Post Editing: Adding it up

All the world’s translators in one Rolodex (or in one database) — how many translators would that be? It sounds like a fairly innocent question, but the answer is anything but simple. How many translators are needed to do all the translation in the world? How many trained professionals are in the field? Realizing that International Translation Day — a much overlooked occasion — is coming up on September 30, we asked the question, and translator Kirk Anderson, who wrote about translation’s patron saints and Translation Day observances for this issue, replied with some interesting statistics.

  • The American Translators Association expects to finish 2006 with close to 10,000 members, and the International Federation of Translators represents more than 60,000 translators worldwide.
  • The European Commission’s Directorate-General for Translation has about 1,650 linguists and 550 support personnel on its permanent staff and uses freelance translators (there’s that Rolodex) worldwide. One estimate says that European Union institutions use about 2,000 translators.
  • The US Bureau of Labor Statistics says that interpreters and translators held about 31,000 jobs in 2004. Meanwhile, says a report from China, some 60,000 people there are professional translators and interpreters, but closer to 500,000 people are performing translation.

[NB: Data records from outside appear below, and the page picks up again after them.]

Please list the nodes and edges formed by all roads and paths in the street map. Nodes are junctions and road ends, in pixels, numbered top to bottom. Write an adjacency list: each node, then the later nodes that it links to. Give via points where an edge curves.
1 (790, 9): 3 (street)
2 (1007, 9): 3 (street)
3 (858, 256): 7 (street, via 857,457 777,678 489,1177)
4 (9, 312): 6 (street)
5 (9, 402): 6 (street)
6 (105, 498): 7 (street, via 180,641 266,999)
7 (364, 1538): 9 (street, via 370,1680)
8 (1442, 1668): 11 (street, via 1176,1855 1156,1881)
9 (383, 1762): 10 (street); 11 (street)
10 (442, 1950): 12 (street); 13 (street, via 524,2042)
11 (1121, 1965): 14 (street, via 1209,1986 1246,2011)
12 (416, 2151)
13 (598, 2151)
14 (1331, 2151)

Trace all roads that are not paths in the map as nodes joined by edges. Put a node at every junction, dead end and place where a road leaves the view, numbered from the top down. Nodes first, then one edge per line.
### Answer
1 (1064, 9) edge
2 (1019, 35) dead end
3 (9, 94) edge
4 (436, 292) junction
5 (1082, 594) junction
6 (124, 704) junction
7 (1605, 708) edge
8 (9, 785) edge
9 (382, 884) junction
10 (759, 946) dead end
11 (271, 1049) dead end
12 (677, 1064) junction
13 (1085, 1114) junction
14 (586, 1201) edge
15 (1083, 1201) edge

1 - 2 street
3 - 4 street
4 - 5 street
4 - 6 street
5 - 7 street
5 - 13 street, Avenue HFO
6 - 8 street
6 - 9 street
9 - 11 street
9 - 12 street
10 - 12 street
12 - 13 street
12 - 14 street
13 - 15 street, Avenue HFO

Our region focus in this issue — Central and Eastern Europe (CEE) — intertwines with our business focus — outsourcing. Libor Safar of the Czech Republic describes how the localization industry has developed in the region and the part that outsourcing plays there. Konstantin Josseliani, from Russia, discusses business models that apply to working in CEE, including Russia. Maros Handzak tells the story of his experience as a translator and then translation company owner in Slovakia and Canada, and Haiyang Yang outlines some of the issues involved in Russian-language information retrieval.

Moving further into outsourcing, Erik Granered offers methods for building trust among the members of global (typically virtual) teams. Then we look at three projects that illustrate different work models. Marion Bittinger describes development of the Mohawk-language version of Rosetta Stone’s languagelearning software; Silke Buhr writes about the first localized versions of the World Food Programme’s Food Force computer game; and Jim Healey and I interview the developer of the dotSUB application for open subtitling.

Addressing the technical aspect of localization, Philipp Strazny explains in detail how to localize a RoboHelp project.

Columns and commentary include Tom Edwards further exploring maps; John Freivalds on developing a China strategy; Kit Brown with ways to make a company global as well as international; and in a Perspectives column, Göran Nordlund writes about what makes medical localization both different and interesting. Jost Zetzsche’s Takeaway is about translation — completed translation, that is — as a commodity.

This issue is a pool full of cool, clear and refreshing global information — dive right in! And start planning for September 30 and for Localization World Montréal in October.